→ **The problem**: Search each line of the data for the word "nodes"; copy every line where it is found.

- Opening Delimiter -

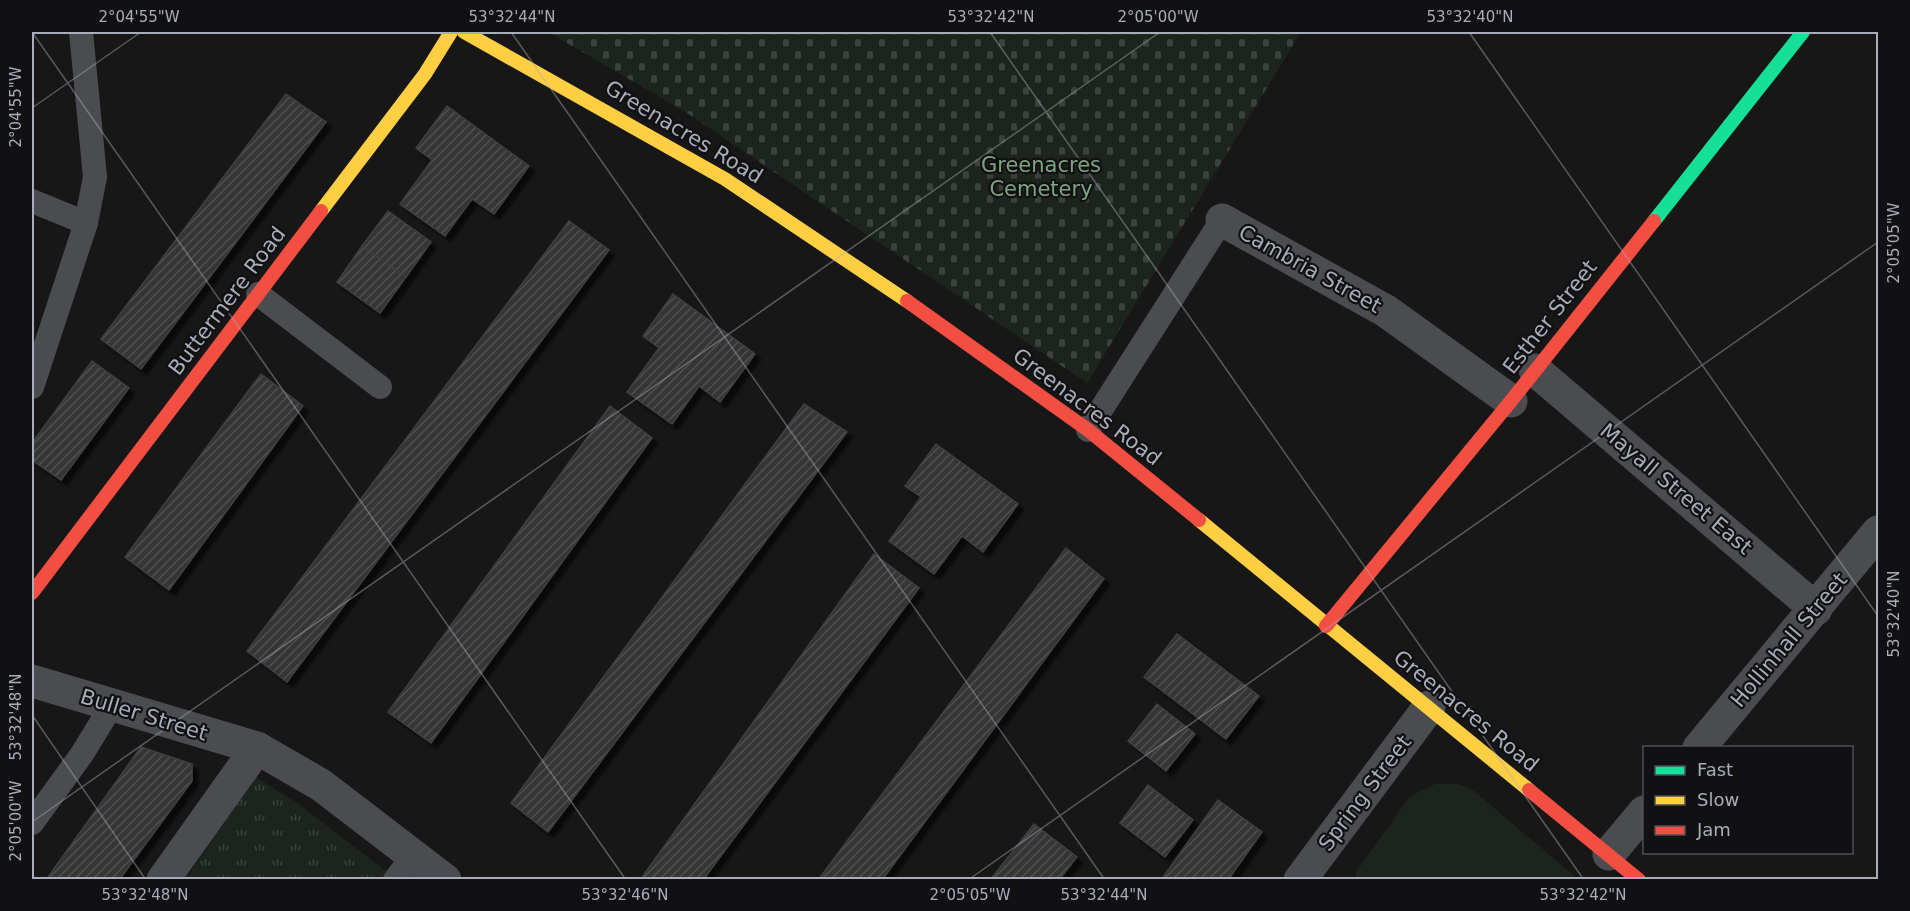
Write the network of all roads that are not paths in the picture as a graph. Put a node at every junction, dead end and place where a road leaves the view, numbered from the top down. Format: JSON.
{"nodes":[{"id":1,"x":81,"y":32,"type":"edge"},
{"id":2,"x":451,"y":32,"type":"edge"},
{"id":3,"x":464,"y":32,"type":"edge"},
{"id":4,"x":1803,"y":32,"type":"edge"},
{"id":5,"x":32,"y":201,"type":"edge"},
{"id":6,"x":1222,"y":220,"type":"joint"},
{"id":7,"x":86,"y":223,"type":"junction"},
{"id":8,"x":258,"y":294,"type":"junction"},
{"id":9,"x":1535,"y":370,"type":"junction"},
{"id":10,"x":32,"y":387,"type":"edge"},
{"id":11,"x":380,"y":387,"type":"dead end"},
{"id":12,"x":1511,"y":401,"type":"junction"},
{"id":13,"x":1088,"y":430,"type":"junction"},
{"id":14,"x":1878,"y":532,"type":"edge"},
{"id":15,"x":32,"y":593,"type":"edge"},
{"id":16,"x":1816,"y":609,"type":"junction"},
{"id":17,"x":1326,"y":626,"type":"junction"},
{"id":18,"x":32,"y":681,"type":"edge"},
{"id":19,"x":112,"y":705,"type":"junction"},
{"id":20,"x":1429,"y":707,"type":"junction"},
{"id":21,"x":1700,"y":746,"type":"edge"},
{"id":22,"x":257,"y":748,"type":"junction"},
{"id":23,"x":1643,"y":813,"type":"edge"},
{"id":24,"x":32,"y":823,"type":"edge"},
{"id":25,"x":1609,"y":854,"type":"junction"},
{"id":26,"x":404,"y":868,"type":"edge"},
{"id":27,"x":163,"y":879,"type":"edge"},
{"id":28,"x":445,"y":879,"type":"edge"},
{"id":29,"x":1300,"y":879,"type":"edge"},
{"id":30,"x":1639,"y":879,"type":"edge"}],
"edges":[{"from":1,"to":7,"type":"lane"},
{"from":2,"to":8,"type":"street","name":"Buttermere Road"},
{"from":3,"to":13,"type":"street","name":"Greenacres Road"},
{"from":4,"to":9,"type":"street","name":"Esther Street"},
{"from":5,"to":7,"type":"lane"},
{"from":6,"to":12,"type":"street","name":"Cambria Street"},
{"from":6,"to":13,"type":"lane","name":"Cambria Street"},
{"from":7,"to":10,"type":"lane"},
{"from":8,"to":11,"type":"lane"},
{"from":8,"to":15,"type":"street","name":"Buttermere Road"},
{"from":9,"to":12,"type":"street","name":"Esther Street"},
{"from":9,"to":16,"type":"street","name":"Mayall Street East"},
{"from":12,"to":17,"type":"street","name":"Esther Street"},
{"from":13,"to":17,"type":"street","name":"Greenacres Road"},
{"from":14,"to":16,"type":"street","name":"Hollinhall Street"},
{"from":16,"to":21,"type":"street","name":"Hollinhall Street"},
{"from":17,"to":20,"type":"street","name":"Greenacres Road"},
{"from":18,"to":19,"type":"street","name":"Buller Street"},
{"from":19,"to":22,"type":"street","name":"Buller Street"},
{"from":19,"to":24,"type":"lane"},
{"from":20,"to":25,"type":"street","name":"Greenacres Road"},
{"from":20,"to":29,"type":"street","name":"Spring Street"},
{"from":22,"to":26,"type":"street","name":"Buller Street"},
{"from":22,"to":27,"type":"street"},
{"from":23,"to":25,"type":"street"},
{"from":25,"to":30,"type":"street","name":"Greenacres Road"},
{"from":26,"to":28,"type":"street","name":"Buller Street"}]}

- Closing Delimiter -
- Opening Delimiter -

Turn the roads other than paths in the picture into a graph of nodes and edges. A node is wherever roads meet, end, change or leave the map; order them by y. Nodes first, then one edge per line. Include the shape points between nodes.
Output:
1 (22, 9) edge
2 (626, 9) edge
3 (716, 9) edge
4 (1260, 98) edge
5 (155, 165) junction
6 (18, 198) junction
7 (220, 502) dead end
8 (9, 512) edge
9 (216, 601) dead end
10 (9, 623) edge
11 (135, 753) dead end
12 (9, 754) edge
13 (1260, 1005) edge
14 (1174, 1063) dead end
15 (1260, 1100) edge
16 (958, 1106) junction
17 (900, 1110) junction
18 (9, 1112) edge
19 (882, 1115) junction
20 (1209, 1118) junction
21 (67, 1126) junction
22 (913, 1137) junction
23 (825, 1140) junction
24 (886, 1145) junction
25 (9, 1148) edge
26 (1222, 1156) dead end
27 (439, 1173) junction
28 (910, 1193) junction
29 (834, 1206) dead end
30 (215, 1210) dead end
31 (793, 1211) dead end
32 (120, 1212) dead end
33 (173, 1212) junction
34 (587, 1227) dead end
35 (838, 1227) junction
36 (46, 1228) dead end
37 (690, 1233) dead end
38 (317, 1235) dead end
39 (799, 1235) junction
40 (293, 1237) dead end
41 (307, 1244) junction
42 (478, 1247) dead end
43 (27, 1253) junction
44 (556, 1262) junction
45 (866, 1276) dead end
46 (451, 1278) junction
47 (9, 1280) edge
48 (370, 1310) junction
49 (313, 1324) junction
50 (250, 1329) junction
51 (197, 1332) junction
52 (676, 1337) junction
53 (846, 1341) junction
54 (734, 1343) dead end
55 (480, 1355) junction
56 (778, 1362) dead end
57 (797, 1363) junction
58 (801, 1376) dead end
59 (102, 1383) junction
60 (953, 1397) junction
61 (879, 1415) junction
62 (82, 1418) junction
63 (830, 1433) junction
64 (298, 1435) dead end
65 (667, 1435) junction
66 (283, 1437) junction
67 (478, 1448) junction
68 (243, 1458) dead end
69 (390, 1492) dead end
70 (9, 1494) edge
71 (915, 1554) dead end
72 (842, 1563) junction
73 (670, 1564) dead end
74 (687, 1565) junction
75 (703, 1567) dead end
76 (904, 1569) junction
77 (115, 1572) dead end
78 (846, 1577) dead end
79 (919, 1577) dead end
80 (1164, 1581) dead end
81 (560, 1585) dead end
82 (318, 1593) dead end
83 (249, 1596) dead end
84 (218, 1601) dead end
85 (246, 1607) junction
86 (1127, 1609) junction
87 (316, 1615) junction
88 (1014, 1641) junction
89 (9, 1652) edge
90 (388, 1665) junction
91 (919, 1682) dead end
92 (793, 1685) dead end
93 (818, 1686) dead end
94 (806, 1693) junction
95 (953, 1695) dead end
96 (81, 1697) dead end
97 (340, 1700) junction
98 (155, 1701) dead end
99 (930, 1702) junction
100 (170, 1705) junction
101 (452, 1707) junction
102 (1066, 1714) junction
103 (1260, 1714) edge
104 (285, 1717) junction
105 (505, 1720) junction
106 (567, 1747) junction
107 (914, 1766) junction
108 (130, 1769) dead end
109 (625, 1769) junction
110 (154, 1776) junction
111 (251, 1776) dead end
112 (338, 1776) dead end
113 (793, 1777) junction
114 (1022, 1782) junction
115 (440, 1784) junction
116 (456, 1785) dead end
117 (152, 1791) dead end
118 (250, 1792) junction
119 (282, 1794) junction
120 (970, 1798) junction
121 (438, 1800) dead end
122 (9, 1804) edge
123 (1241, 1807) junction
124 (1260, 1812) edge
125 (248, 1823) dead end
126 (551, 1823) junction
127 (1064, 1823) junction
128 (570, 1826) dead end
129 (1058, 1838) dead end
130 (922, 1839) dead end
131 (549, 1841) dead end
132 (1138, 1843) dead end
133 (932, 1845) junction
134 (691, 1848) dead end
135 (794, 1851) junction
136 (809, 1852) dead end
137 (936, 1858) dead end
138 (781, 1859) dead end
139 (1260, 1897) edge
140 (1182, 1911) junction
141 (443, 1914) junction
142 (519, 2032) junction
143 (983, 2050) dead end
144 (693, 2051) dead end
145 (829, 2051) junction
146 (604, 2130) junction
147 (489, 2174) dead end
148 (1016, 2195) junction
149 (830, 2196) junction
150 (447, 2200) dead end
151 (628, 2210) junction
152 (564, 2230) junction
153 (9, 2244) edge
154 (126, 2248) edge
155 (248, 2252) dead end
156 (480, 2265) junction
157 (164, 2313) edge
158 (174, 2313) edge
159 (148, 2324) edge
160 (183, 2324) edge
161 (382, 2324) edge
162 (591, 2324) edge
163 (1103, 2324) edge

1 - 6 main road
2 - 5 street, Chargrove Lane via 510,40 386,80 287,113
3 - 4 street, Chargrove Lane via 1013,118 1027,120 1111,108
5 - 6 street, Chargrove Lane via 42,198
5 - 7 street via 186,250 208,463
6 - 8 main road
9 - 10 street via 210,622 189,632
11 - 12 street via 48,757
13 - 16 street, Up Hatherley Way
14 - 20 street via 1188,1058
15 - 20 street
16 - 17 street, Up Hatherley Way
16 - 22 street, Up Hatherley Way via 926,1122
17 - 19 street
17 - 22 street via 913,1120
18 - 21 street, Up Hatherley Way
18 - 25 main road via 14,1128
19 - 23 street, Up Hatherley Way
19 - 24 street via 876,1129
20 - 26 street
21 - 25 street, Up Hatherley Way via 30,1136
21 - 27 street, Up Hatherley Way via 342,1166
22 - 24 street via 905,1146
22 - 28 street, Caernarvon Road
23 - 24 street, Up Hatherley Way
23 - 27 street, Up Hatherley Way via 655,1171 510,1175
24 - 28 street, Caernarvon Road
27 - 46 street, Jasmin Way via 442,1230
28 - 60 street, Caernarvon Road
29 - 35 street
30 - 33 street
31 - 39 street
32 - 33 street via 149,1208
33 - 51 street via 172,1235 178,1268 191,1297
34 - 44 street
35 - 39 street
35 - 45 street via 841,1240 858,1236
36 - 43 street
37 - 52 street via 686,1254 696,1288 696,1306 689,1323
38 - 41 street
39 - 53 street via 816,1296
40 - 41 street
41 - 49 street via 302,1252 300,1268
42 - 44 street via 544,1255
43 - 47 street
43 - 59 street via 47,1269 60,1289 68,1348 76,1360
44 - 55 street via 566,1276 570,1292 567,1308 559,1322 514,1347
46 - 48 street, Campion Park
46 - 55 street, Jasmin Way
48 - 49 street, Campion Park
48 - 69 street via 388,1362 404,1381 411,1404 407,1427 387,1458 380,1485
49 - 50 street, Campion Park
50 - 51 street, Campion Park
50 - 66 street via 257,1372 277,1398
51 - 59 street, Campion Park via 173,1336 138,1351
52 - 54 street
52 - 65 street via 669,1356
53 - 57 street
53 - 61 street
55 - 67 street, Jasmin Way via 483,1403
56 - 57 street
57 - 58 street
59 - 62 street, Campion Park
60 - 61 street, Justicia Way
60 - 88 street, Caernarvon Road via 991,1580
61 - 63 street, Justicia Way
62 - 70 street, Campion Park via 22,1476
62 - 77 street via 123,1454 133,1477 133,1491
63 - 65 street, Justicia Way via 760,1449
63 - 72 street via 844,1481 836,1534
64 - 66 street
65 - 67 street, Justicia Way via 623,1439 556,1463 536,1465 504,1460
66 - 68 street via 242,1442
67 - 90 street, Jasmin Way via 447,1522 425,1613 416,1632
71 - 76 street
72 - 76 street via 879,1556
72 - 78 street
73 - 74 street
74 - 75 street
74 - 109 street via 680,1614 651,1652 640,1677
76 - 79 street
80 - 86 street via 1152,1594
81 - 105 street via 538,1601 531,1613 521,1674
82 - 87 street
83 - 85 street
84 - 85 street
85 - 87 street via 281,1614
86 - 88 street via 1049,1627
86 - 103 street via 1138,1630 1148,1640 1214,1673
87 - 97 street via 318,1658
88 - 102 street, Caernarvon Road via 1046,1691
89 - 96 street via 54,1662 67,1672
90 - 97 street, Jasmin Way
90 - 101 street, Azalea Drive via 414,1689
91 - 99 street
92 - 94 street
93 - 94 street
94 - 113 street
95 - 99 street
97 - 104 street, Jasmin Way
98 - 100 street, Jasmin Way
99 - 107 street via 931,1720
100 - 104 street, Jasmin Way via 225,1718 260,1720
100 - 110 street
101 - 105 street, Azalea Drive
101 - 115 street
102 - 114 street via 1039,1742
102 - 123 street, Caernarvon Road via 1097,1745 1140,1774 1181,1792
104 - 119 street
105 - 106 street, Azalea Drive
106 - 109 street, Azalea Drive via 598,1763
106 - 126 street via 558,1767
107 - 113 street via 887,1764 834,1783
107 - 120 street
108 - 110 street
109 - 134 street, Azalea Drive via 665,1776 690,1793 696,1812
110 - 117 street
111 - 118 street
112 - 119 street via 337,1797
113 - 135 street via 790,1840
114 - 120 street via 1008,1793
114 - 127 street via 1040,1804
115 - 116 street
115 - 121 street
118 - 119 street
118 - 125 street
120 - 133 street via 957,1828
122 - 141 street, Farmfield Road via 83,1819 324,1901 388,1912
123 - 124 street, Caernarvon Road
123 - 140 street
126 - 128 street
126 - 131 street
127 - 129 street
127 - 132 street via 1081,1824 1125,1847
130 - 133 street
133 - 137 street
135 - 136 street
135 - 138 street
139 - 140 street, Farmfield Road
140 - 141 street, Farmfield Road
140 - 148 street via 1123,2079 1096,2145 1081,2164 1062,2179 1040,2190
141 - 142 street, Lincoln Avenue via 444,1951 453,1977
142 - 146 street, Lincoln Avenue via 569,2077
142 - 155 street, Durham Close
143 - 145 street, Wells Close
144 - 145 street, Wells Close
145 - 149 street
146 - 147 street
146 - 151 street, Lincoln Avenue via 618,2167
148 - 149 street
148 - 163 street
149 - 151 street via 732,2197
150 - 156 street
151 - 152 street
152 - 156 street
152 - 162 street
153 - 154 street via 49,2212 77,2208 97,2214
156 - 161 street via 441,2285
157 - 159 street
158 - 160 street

- Closing Delimiter -

→ **Result below**:
{"nodes":[{"id":1,"x":81,"y":32,"type":"edge"},
Turn the roads other than paths in the picture into a graph of nodes and edges. A node is wherever roads meet, end, change or leave the map; order them by y. Nodes first, then one edge per line. Include the shape points between nodes.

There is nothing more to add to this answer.